[INSTRUCTIONS TO FOLLOW]
Search the data below for the string "Pesantren". Extract every line that contains it.

[TASK MATERIAL]
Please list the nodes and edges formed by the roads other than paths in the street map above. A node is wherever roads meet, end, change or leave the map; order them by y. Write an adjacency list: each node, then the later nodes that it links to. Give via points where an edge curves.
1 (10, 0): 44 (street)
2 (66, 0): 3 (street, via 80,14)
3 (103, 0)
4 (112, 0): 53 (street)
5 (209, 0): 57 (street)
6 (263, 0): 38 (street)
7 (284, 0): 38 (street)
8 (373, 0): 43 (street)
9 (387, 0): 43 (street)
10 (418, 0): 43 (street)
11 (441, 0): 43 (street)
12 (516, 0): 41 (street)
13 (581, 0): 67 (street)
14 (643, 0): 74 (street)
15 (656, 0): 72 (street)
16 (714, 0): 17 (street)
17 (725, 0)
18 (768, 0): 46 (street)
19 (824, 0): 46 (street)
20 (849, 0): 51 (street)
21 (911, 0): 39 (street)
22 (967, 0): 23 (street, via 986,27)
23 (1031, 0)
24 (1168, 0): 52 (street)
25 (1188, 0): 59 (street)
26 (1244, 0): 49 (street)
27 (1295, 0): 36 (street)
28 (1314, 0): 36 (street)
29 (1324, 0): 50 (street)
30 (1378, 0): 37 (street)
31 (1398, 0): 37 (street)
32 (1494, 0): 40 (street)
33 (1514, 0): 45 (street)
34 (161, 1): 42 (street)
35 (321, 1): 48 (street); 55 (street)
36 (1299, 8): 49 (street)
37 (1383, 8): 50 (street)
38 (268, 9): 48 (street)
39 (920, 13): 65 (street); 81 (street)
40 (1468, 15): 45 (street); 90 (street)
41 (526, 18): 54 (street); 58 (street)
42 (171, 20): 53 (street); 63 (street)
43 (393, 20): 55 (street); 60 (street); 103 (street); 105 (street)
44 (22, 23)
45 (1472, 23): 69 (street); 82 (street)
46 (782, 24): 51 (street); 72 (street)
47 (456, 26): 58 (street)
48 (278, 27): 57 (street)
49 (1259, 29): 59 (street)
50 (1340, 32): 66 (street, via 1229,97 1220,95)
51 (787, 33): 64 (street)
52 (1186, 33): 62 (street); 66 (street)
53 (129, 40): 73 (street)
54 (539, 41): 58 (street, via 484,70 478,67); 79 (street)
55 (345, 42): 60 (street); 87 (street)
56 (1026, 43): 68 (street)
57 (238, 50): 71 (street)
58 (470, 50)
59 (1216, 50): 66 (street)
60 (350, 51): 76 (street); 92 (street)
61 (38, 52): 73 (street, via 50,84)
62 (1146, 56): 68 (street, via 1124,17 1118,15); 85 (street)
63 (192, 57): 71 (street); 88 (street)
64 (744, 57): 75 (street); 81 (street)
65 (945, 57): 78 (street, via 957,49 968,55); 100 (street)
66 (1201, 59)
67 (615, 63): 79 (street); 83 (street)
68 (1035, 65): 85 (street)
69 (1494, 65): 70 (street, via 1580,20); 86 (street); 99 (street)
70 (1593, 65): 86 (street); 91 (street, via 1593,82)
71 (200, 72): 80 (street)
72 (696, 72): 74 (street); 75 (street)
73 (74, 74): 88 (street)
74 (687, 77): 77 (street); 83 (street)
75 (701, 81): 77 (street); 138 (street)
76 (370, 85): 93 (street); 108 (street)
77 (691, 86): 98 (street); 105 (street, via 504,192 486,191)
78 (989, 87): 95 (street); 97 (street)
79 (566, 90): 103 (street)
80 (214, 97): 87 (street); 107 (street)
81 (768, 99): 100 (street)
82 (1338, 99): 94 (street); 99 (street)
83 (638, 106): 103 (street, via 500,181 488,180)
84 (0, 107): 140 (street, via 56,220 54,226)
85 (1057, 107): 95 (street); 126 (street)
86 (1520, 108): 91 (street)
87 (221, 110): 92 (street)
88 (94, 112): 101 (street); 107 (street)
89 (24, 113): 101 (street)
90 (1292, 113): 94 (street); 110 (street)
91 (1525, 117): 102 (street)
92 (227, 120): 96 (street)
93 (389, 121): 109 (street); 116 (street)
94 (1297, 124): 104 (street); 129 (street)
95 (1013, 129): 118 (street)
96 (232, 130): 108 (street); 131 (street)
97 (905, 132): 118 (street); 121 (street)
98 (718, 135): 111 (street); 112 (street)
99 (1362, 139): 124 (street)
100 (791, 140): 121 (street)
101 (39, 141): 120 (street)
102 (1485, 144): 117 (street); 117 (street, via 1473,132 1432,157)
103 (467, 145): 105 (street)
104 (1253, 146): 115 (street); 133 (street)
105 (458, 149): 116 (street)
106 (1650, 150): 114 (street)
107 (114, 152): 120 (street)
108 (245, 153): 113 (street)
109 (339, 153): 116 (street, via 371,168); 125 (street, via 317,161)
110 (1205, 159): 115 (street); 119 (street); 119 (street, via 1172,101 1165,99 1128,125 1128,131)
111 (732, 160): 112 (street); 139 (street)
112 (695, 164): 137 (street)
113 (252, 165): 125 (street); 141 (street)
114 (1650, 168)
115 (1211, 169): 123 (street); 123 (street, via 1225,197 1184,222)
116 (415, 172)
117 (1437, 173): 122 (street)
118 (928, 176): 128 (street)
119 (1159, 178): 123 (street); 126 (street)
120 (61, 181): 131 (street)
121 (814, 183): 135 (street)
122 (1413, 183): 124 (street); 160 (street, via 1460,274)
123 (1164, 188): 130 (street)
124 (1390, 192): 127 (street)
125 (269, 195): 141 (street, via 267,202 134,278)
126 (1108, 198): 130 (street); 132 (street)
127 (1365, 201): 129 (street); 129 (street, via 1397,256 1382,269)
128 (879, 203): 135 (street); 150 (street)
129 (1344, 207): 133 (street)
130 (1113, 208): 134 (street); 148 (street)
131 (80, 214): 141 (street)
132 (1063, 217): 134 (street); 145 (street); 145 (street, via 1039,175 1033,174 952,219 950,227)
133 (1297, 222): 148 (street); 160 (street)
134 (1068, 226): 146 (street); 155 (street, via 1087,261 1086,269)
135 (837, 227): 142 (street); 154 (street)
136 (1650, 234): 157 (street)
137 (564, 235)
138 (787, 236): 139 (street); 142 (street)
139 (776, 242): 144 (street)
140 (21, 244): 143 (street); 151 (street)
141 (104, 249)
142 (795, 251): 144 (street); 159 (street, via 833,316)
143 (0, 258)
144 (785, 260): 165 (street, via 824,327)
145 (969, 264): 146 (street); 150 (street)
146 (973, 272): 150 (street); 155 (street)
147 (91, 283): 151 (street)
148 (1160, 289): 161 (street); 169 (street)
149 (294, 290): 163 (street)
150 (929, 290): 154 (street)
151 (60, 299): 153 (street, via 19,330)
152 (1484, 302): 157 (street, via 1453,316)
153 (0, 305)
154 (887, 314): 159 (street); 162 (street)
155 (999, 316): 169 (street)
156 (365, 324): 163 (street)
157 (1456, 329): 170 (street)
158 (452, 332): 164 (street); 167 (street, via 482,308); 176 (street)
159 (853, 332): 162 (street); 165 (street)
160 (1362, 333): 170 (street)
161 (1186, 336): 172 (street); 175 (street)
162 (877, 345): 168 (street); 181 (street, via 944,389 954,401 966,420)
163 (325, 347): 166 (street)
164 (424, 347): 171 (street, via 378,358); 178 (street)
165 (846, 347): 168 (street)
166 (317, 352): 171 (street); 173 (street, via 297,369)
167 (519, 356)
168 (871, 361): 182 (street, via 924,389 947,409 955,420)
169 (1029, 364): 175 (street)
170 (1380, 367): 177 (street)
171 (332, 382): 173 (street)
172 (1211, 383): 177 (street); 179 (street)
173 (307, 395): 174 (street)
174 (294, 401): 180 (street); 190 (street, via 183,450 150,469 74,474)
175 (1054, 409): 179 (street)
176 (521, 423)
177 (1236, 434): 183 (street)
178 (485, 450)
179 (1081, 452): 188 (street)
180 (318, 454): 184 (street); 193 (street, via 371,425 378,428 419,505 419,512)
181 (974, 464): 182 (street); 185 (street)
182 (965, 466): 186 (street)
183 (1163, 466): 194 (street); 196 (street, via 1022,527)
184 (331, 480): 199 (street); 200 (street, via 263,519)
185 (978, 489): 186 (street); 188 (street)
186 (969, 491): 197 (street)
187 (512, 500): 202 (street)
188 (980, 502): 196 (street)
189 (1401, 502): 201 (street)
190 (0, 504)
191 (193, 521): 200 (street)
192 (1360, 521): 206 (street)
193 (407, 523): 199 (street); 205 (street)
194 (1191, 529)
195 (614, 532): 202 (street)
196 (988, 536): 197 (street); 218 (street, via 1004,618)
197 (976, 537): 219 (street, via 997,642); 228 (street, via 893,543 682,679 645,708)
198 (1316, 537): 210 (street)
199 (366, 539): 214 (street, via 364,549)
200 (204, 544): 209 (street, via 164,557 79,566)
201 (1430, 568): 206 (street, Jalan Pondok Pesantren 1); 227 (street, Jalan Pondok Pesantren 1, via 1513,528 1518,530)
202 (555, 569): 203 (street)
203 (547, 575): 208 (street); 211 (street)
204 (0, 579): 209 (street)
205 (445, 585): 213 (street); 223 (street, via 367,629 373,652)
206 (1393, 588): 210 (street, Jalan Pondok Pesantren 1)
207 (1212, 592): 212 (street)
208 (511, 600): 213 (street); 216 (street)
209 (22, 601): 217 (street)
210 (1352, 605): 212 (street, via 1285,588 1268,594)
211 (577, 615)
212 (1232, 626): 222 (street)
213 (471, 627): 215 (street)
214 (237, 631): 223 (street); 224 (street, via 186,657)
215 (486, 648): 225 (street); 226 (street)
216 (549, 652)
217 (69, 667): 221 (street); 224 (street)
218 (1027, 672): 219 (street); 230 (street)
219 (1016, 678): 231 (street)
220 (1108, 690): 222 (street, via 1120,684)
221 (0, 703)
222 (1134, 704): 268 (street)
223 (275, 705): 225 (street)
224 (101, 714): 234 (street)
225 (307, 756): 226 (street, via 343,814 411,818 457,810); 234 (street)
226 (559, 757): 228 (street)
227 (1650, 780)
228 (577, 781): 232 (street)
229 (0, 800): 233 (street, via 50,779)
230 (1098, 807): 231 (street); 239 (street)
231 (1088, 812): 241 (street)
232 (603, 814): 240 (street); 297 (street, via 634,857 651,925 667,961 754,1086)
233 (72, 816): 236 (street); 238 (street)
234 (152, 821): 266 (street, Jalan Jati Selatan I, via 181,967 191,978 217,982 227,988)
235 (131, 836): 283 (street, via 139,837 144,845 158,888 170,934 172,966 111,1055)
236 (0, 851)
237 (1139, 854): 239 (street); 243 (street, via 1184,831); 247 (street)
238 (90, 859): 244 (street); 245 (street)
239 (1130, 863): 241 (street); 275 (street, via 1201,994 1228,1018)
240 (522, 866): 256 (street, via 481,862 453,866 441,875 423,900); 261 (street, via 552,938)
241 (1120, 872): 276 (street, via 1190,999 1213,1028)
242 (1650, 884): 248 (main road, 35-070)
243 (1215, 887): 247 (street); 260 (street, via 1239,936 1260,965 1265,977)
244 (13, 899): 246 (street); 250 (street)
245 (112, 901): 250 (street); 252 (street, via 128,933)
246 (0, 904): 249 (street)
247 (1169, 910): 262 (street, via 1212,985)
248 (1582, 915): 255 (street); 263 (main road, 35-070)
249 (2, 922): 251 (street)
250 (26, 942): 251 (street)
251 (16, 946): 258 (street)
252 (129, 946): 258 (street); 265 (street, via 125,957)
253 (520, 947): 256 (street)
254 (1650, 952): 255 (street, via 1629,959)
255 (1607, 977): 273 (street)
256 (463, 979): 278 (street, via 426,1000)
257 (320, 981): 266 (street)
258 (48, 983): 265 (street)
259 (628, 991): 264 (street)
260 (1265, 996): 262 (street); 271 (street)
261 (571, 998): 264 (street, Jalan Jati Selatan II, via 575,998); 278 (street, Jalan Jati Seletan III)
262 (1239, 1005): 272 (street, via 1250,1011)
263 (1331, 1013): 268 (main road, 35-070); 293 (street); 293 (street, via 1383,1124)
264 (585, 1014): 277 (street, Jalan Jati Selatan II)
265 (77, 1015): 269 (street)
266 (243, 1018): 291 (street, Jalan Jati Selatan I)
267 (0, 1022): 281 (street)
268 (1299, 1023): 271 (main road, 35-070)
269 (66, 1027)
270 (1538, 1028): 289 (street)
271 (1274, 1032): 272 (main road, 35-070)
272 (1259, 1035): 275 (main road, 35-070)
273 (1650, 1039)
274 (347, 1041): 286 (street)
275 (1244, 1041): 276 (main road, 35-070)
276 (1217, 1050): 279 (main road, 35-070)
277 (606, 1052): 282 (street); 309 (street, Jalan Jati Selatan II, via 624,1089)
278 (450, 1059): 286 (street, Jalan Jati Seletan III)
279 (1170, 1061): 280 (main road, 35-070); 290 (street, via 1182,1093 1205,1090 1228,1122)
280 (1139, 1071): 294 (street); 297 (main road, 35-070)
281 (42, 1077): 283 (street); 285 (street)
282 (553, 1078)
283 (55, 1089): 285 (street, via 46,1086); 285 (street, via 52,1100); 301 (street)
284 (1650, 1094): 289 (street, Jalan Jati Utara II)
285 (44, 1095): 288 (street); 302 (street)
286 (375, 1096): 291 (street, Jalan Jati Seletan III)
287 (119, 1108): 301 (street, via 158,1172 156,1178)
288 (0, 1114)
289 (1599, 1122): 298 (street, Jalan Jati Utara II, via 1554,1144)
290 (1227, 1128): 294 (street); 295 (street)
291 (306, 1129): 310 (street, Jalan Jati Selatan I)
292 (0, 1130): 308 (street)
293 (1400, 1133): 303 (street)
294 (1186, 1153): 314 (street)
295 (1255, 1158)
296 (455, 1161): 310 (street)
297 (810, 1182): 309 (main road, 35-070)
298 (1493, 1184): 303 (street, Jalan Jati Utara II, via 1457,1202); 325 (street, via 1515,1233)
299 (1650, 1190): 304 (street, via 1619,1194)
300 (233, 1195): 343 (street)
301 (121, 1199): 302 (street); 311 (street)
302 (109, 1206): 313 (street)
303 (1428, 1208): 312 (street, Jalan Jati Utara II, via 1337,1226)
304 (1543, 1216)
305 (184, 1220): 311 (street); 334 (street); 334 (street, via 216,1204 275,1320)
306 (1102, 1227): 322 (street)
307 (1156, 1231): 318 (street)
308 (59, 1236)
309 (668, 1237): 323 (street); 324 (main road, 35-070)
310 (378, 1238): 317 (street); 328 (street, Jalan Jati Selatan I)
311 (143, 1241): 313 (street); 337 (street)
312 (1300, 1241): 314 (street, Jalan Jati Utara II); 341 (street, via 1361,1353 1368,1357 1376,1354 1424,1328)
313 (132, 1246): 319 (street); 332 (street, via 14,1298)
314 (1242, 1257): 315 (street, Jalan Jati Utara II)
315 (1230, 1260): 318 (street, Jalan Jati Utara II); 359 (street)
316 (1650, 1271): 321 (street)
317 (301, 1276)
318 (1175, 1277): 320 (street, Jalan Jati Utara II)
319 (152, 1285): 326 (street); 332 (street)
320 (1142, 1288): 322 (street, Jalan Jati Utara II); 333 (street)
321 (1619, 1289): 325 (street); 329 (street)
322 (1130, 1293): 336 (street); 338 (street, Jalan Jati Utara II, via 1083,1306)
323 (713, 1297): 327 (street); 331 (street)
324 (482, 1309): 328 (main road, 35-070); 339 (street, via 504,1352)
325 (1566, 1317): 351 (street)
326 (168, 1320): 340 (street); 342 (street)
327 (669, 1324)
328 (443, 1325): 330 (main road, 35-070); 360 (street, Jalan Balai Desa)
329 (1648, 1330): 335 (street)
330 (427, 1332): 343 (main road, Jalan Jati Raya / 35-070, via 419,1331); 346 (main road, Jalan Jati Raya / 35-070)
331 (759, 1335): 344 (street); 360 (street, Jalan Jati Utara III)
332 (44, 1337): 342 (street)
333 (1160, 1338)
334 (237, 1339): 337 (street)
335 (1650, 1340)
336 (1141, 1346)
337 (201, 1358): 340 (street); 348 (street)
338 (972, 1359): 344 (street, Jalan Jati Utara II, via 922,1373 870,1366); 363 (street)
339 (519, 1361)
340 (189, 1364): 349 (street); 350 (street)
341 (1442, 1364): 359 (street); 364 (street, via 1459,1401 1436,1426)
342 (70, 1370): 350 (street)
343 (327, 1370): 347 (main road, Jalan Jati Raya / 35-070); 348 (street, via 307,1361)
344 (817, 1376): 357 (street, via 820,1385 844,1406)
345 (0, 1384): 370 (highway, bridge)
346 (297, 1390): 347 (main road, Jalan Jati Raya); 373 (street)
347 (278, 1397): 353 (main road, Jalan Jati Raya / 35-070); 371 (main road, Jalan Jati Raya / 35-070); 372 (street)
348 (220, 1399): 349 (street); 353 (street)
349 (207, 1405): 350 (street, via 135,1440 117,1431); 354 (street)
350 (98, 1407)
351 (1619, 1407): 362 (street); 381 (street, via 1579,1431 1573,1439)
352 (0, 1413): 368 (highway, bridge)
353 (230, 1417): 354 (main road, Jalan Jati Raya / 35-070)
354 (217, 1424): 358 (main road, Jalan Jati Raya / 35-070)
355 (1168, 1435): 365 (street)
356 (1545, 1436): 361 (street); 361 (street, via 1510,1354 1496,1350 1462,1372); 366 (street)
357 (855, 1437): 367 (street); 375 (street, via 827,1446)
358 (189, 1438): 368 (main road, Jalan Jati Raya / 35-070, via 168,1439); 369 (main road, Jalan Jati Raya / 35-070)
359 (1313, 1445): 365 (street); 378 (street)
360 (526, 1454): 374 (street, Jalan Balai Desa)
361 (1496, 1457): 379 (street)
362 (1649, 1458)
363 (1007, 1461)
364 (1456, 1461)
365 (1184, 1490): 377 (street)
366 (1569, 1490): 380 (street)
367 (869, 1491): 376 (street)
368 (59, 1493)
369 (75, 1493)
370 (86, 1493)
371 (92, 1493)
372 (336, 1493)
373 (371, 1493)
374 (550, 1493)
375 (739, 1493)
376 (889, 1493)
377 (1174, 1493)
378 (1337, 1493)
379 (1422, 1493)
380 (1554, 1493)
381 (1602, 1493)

[OUTPUT OF THE EXERCISE]
201 (1430, 568): 206 (street, Jalan Pondok Pesantren 1); 227 (street, Jalan Pondok Pesantren 1, via 1513,528 1518,530)
206 (1393, 588): 210 (street, Jalan Pondok Pesantren 1)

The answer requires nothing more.